Software, cloud computing, e-commerce and other technology ecosystems are growing here. We are a sweet spot for startups and all stages of angel, growth and venture capital. And the assets we are attracting and growing are not data centers minded by a few, but top-end technology-engineering and research offices, as well as homegrown headquarters.
Over the past five years ending in December, 12,100 jobs were added in computer-systems design and related services for Seattle-Bellevue-Everett. Software publishers added a more modest 2,300. But in the broad category of information jobs, the metro area had 90,500 jobs in December, close to a record and well above 1999.
In the broad category of information jobs, the Seattle metro area had 90,500 jobs in December.

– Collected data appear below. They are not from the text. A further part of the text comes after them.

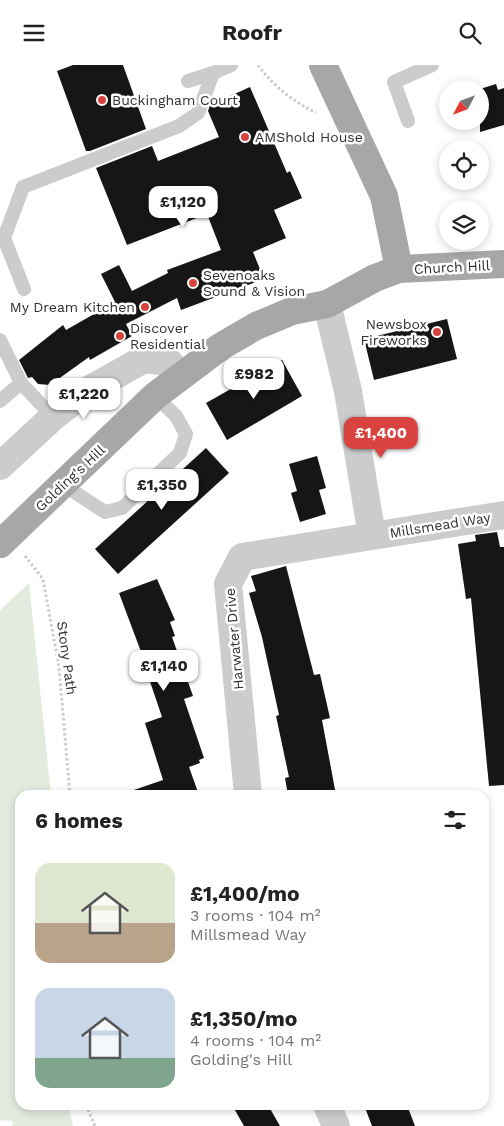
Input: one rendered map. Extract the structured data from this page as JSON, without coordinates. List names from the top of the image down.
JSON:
{
  "streets": {
    "main road": ["Church Hill", "Golding's Hill"],
    "street": ["Millsmead Way", "Harwater Drive"],
    "path": ["Stony Path"]
  },
  "crossings": [
    ["Church Hill", "Golding's Hill"],
    ["Golding's Hill", "Millsmead Way"],
    ["Golding's Hill", "Stony Path"],
    ["Millsmead Way", "Harwater Drive"]
  ],
  "places": [
    "Buckingham Court",
    "AMShold House",
    "Sevenoaks Sound & Vision",
    "My Dream Kitchen",
    "Newsbox Fireworks",
    "Discover Residential"
  ],
  "north": "bottom left",
  "page": {
    "header": "Roofr",
    "price": [
      "£1,120",
      "£982",
      "£1,220",
      "£1,400",
      "£1,350",
      "£1,140"
    ],
    "heading": "6 homes",
    "list": [
      {
        "name": "£1,400/mo",
        "note": "3 rooms · 104 m² · Millsmead Way"
      },
      {
        "name": "£1,350/mo",
        "note": "4 rooms · 104 m² · Golding's Hill"
      }
    ]
  }
}
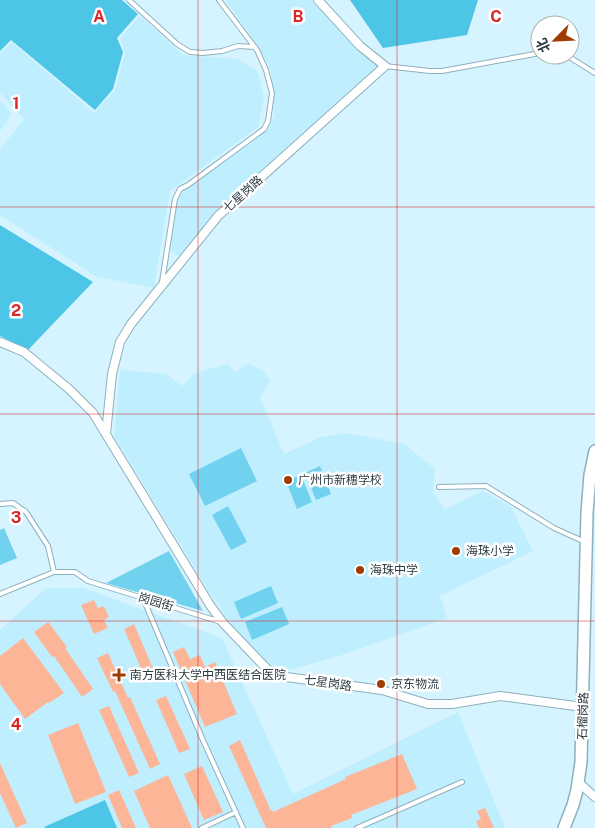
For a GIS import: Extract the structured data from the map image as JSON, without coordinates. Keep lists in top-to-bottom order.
{
  "streets": {
    "main road": ["石榴岗路"],
    "street": ["七星岗路"],
    "lane": ["岗园街"]
  },
  "crossings": [
    ["七星岗路", "岗园街"],
    ["七星岗路", "石榴岗路"]
  ],
  "places": {
    "other": [
      "广州市新穗学校",
      "海珠小学",
      "海珠中学",
      "京东物流"
    ],
    "health": ["南方医科大学中西医结合医院"]
  },
  "north": "bottom left",
  "grid": {
    "columns": ["A", "B", "C"],
    "rows": [
      "1",
      "2",
      "3",
      "4"
    ]
  }
}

All those who looked anxiously at Southern states and wondered why Washington couldn’t be cheap can take heart.
This is one of our advantages. We are cheaper than Silicon Valley, New York, Boston and L.A.

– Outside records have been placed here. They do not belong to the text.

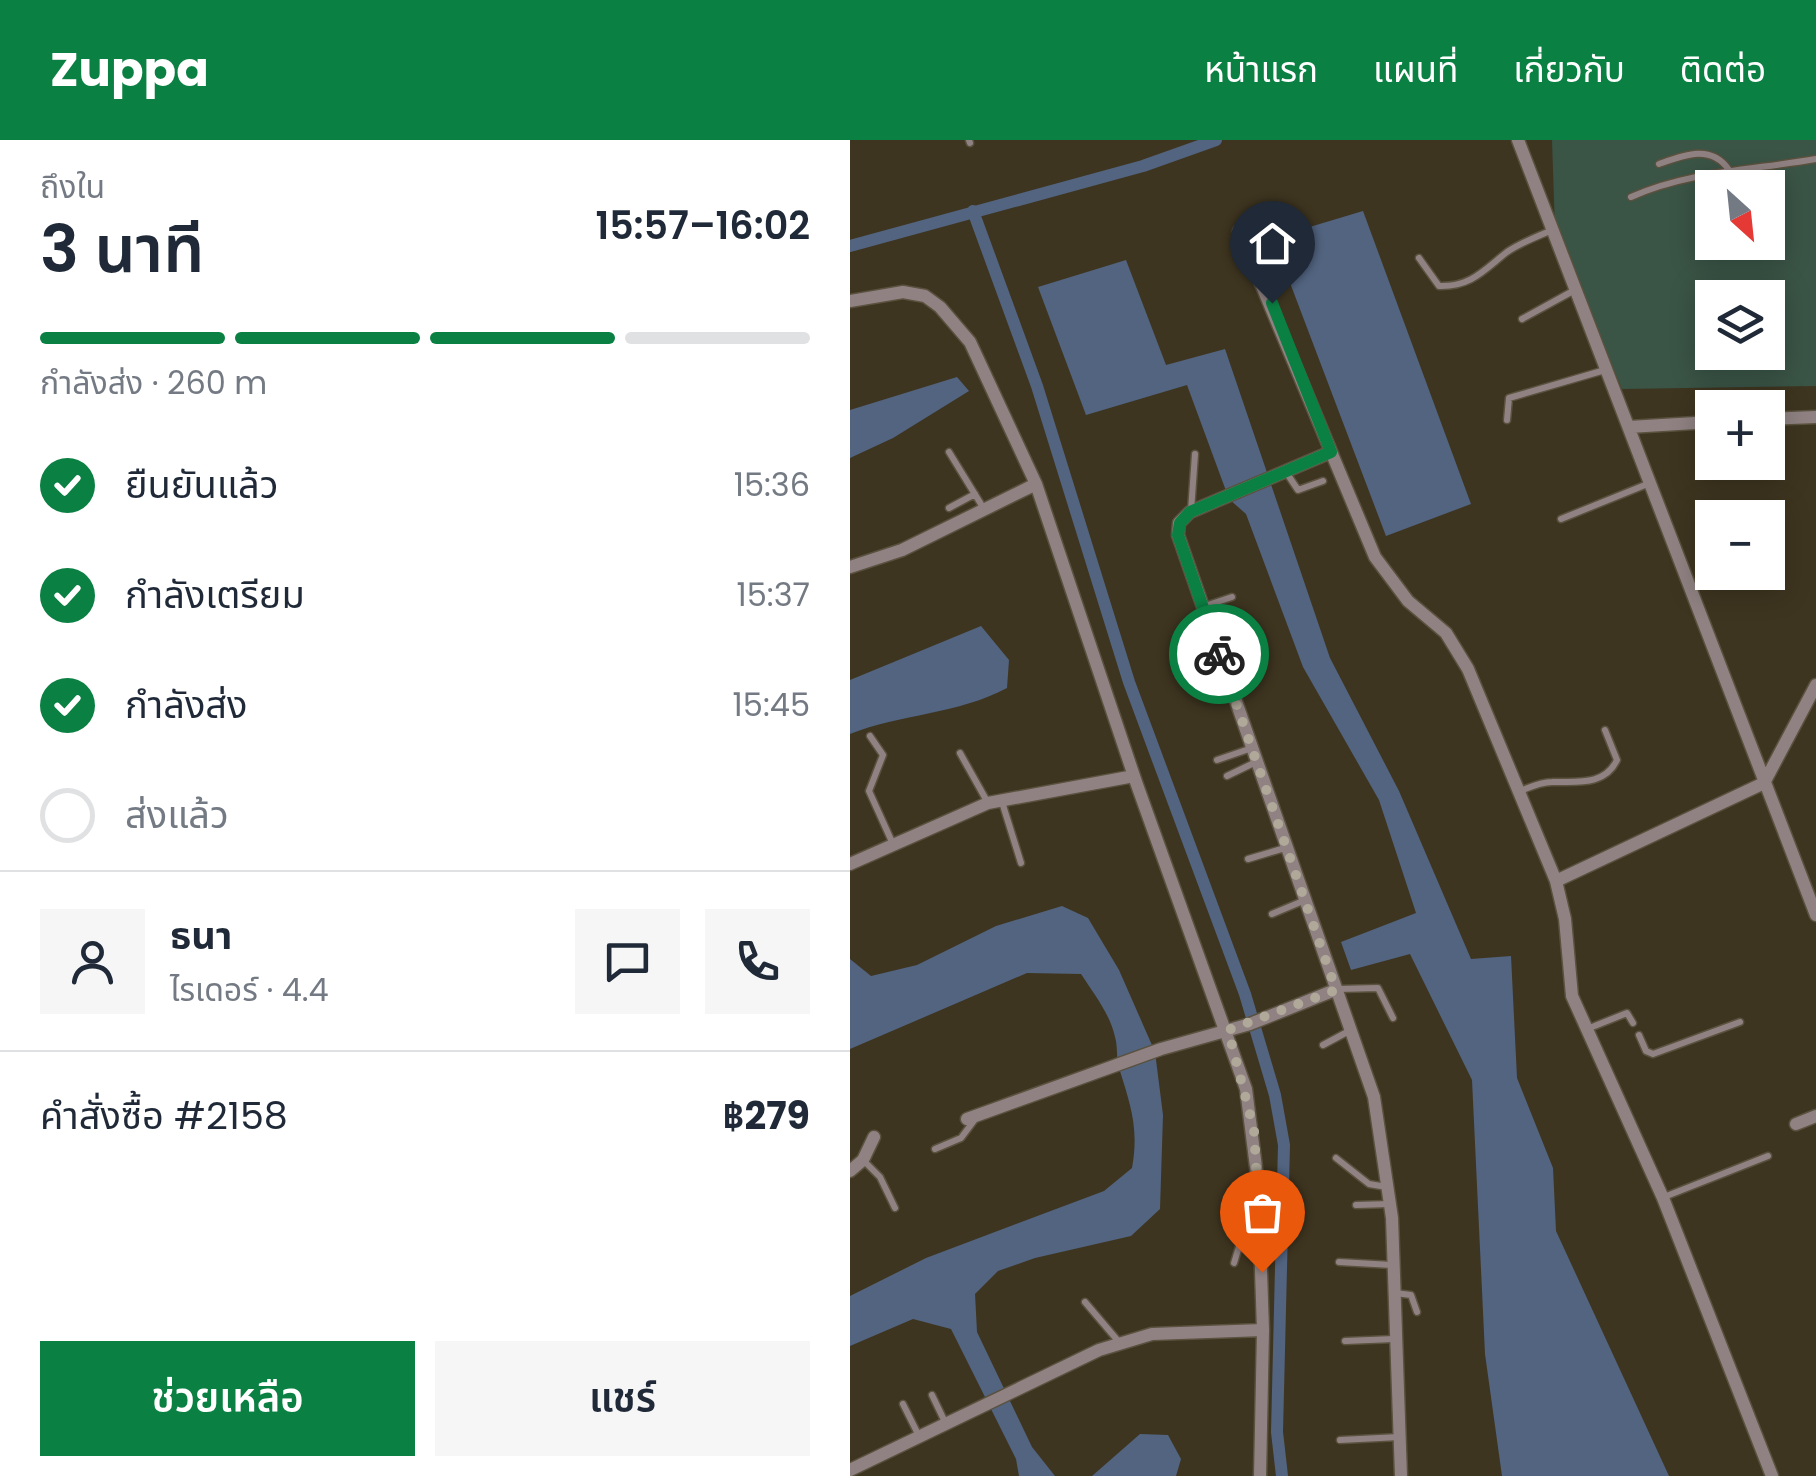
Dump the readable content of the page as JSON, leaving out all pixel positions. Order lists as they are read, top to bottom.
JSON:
{
  "north": "bottom right",
  "page": {
    "header": "Zuppa",
    "nav": [
      "หน้าแรก",
      "แผนที่",
      "เกี่ยวกับ",
      "ติดต่อ"
    ],
    "heading": ["3 นาที", "ถึงใน", "15:57–16:02"],
    "panel": [
      "ธนา",
      "ไรเดอร์ · 4.4",
      "คำสั่งซื้อ #2158",
      "฿279"
    ],
    "map_buttons": ["+", "−"],
    "bar": "กำลังส่ง · 260 m",
    "list": [
      ["ยืนยันแล้ว", "15:36"],
      ["กำลังเตรียม", "15:37"],
      ["กำลังส่ง", "15:45"],
      "ส่งแล้ว"
    ],
    "buttons": ["ช่วยเหลือ", "แชร์"]
  }
}
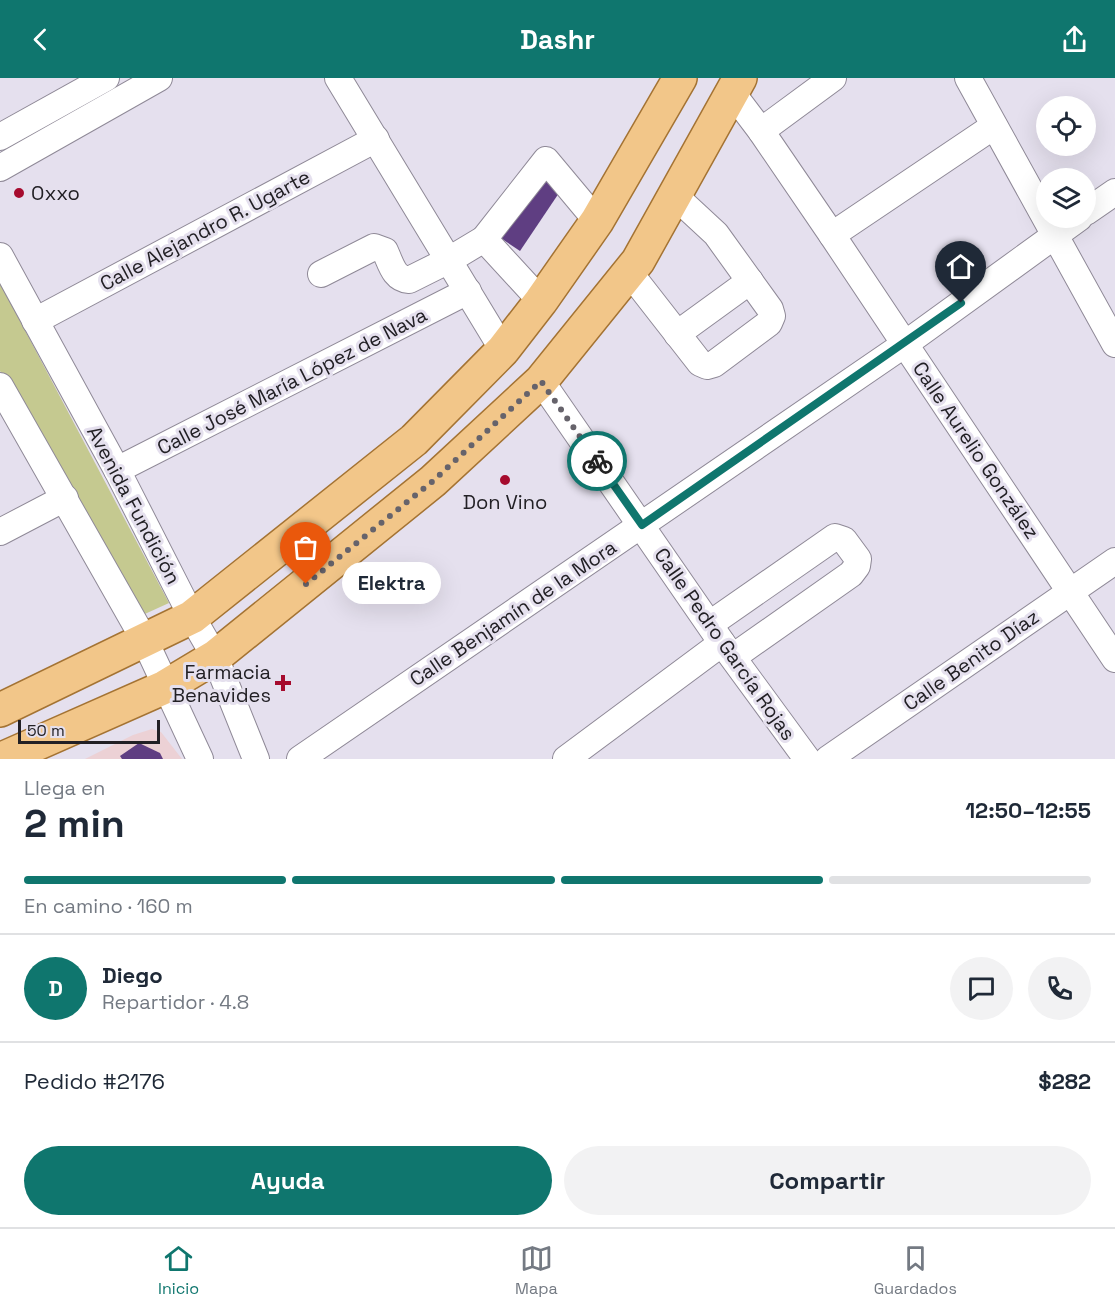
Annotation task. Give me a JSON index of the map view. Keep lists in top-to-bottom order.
{
  "streets": {
    "street": [
      "Calle Alejandro R. Ugarte",
      "Calle José María López de Nava",
      "Calle Aurelio González",
      "Avenida Fundición",
      "Calle Benjamín de la Mora",
      "Calle Pedro García Rojas",
      "Calle Benito Díaz"
    ]
  },
  "crossings": [
    ["Calle Alejandro R. Ugarte", "Avenida Fundición"],
    ["Calle José María López de Nava", "Avenida Fundición"],
    ["Calle Aurelio González", "Calle Benjamín de la Mora"],
    ["Calle Aurelio González", "Calle Benito Díaz"],
    ["Calle Benjamín de la Mora", "Calle Pedro García Rojas"]
  ],
  "places": {
    "other": ["Oxxo", "Don Vino", "Elektra"],
    "health": ["Farmacia Benavides"]
  },
  "scale_bar": "50 m",
  "page": {
    "header": "Dashr",
    "bubble": "Elektra",
    "scale": "50 m",
    "heading": ["2 min", "Llega en", "12:50–12:55"],
    "panel": [
      "Diego",
      "Repartidor · 4.8",
      "Pedido #2176",
      "$282"
    ],
    "bar": "En camino · 160 m",
    "round": "D",
    "buttons": ["Ayuda", "Compartir"],
    "tabs": ["Inicio", "Mapa", "Guardados"]
  }
}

Yet we have the talent, a leading university, deep knowledge in software, cloud computing and e-commerce, a cool city and spectacular setting that the world’s leading companies demand for their brainpower.

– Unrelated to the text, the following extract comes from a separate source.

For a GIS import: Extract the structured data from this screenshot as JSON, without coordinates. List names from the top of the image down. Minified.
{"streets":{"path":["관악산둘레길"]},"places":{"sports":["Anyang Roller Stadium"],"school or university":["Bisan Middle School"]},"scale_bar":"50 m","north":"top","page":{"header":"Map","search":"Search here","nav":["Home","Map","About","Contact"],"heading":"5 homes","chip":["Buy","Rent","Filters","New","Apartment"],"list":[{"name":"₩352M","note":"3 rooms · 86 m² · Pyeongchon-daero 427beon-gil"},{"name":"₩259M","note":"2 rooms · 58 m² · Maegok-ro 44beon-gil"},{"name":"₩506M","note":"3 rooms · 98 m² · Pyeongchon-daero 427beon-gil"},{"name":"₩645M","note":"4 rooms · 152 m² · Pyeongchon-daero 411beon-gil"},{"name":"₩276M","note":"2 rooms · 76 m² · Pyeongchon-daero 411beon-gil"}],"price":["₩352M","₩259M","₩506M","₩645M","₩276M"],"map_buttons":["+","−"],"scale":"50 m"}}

With Microsoft and Amazon, the region has an abundance of experienced, highly skilled and potentially restless workers that can be poached by another company.
It’s an impressive combination that is driving this expansion and solidification of Seattle as a technopolis. No wonder a recent Brookings Institution report found that Seattle had the second largest share of advanced industries as part of total employment, after only Silicon Valley.
This golden moment didn’t happen overnight. Microsoft has been here for decades. Amazon was founded in 1994. A reader reminded me that Boeing founded a computer division years ago. And you don’t get a more advanced industry than aerospace.
With Boeing building the 777X in Washington, we have the chance to leverage the wing plant into a wider carbon-composite sector.
The reality is that every company today is a technology company, from railroads to real estate. The trick for a competitive metro area is to be at the headwaters of technology and on its leading edge.
The Seattle growth plans of Facebook, Best Buy and K2 are all reasons to celebrate. They are not excuses to be smug.
Few American metros are in this fortunate spot. But it ensures good jobs, as well as attracting capital and talent at a time of slow growth nationally and globally.
As I have written before, the Seattle area is deep in software and aerospace. It is developing great strength in cloud computing. In celebrating the Best Buy location, Gov. Jay Inslee said we were the “Cloud Computing Capital of the World.” It’s a great aspirational statement, but we’re not there yet.
Similarly, we’re strong in biotech and biomedical, but not in the first rank. We are making a run at clean technology but early in the game.
We’re deep but not broad.
The region’s challenge is to widen its portfolio of advanced industries rather than sit on the existing assets.
For example, MIT just released its prediction of 10 breakthrough technologies for the year. They include Magic Leap 3-D imaging, car-to-car communications to improve safety and the Internet of DNA. While Boston, for example, is leading in most of these, Seattle is barely on the field.